Só Veja Se Tiver Coragem: Filho M4ta Mãe E Tira O Ded0 Dela Para Acessar Contas Bancárias “Ela Pegou Ele E… Ver Mais
O caso envolvendo a morte de Eliana, de 61 anos, chocou a família e levantou uma série de questionamentos sobre a relação entre mãe e filho antes da tragédia. Descrita como uma mulher dedicada, conhecida por fazer tudo pelo único herdeiro, Eliana jamais imaginou que encontraria um fim tão violento dentro da própria casa, onde sempre acreditou estar protegida ao lado de Maurício.
A versão apresentada por ele à polícia aponta que uma discussão teria antecedido tudo, quando, segundo o estudante de direito, um empurrão acidental fez a mãe cair e bater a cabeça. Maurício a deixou no sofá acreditando que estivesse apenas ferida e saiu de casa, retomando a rotina como se o episódio fosse apenas mais um momento de tensão.
Dois dias depois, ele retornou e encontrou Eliana no mesmo local, já sem vida. Sem acionar o socorro ou avisar parentes, decidiu enrolar o corpo em um lençol, colocá-lo no porta-malas do carro da própria mãe e dirigir até um terreno afastado, onde ateou fogo ao cadáver. Foi nesse momento que detalhes ainda mais perturbadores surgiram.
Antes de abandonar o corpo, Maurício cortou o dedo da mãe. Em depoimento, ele confessou que usou a digital dela para acessar o celular, realizar movimentações bancárias, transferências e até solicitações de empréstimos, como se nada tivesse acontecido.

A frieza revelada em cada ação pós-crime
Mesmo após ocultar o corpo, Maurício continuou respondendo mensagens no celular da mãe, imitando a escrita dela para não despertar suspeitas entre amigos e parentes. Os vizinhos, que estavam acostumados a ver Eliana circulando pelo local, estranharam o sumiço, mas não imaginaram a gravidade da situação. Ele, por sua vez, mantinha a rotina normalmente, transitando pela rua como se nada tivesse ocorrido.
O irmão de Eliana, que mora no mesmo terreno, relatou ter sido enganado repetidas vezes pelo sobrinho, descrevendo-o como manipulador e incapaz de demonstrar empatia. Segundo ele, não se tratava do primeiro episódio preocupante: anos antes, Maurício teria amarrado a própria mãe com fita adesiva e roubado dinheiro da conta dela. Ainda assim, ela o perdoou e decidiu não denunciar, acreditando que o filho pudesse mudar.
A investigação também indicou que Maurício se apresentava nas redes sociais como estudante de direito, transmitindo uma imagem de jovem comunicativo e bem-humorado. Entretanto, a personalidade que mostrava à família era completamente distinta, marcada por comportamentos agressivos e imprevisíveis.
As confissões dadas à polícia chamaram atenção pela ausência de emoção. Ele descreveu cada passo, desde o empurrão até o momento em que depositou o corpo no terreno, com frieza e distanciamento, o que ampliou ainda mais a perplexidade dos investigadores.
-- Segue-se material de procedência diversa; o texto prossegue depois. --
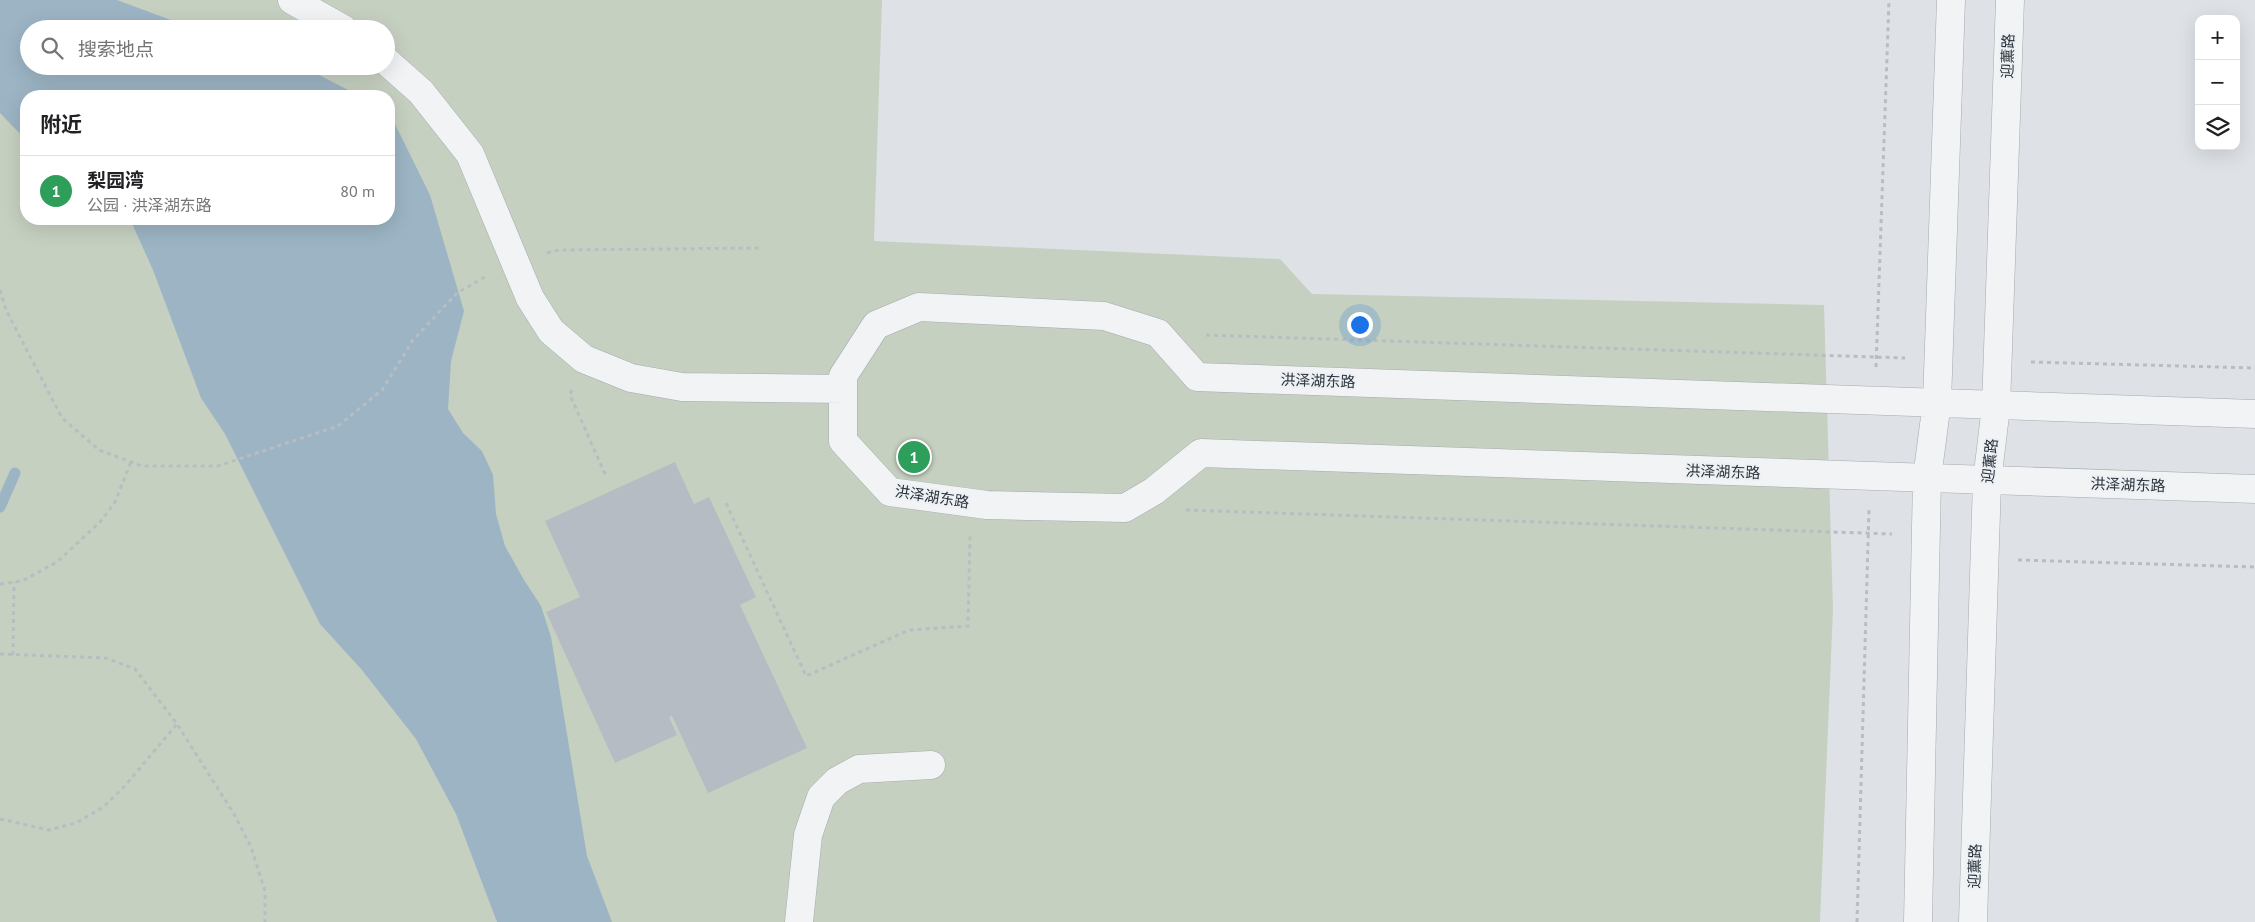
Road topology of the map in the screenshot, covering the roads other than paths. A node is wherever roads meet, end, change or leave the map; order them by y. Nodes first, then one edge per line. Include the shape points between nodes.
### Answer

Uma família destruída e à espera de respostas
A família só descobriu o crime porque Maurício assaltou um posto de combustíveis dias depois. Durante o flagrante, policiais tentaram contatar a mãe, sem sucesso, e foram até a casa, onde encontraram manchas de sangue. Confrontado, ele confessou o crime e indicou o local em que havia abandonado o corpo.
O IML recolheu o cadáver como indigente, e agora os parentes aguardam a liberação para que possam realizar a despedida. Para eles, Eliana sempre foi uma figura afetuosa, que acreditou até o fim na recuperação do filho, mesmo diante de comportamentos que já demonstravam risco.
As autoridades avaliam que Maurício agiu com consciência e intenção ao manipular a cena, ocultar o corpo e tentar lucrar com a morte da mãe, afastando qualquer hipótese de acidente. A expectativa é que ele responda por feminicídio qualificado, ocultação de cadáver, fraude e roubo, o que pode resultar em penas severas.
A tragédia expõe um ciclo de controle, perversidade e dependência emocional que terminou de forma brutal, deixando familiares e vizinhos perplexos diante da frieza revelada em cada etapa da investigação.